Staffing shortages in critical care units, especially during night shifts, pose significant challenges to patient care and nurse well-being. Nurses are often required to manage excessive patient loads, leading to burnout and compromised care quality (Alzoubi et al., 2024). The complexity of this issue necessitates the involvement of multiple disciplines to develop comprehensive and sustainable solutions. This paper explores the staffing shortages in a critical care unit, identifies the need for interdisciplinary solutions, and discusses relevant change theories and leadership strategies to improve staffing and patient outcomes.

Interview Summary

The healthcare organization discussed in this interview is a critical care unit within a large hospital system, which faces significant staffing shortages, particularly during night shifts. These shortages hinder the unit’s ability to function efficiently and affect patient care quality.

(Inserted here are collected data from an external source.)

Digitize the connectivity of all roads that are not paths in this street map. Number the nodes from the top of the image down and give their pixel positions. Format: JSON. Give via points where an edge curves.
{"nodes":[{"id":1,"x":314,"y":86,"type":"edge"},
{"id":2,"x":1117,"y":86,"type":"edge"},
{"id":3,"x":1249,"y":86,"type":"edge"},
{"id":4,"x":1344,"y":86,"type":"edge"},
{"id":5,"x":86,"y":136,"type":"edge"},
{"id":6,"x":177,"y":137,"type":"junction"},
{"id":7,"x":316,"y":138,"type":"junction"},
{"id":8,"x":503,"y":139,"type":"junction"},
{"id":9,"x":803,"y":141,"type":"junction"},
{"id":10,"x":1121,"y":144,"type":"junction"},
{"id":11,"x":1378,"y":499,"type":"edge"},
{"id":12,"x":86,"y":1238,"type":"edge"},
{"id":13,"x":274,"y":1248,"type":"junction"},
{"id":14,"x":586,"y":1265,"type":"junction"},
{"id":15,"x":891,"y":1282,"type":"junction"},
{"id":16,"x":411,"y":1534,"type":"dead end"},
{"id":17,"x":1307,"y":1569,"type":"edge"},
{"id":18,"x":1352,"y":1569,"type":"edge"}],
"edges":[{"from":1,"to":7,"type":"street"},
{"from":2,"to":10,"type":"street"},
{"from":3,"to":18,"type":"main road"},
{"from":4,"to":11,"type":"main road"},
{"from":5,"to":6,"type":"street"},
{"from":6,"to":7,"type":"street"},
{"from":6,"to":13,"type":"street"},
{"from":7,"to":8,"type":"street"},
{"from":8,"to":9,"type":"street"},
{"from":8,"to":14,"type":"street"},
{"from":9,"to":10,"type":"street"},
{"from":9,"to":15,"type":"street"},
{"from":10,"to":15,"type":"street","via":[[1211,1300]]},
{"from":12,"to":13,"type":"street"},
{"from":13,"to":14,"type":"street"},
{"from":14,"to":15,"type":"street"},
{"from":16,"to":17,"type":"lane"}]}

The interviewee, a Nurse Supervisor, manages the unit’s operations and nursing staff, while also taking on the role of Resource Nurse during understaffed periods to ensure proper nurse-patient ratios.

The primary issue identified is the chronic shortage of nursing staff, especially at night, when nurses are often assigned more patients than recommended—up to four instead of three. This creates a high-risk environment for both patients and staff. Additionally, the absence of APRNs during night shifts further complicates care, as APRNs typically assist with complex patient care and provide oversight for nursing staff. Since they are not available, processing patient orders becomes delayed operationally.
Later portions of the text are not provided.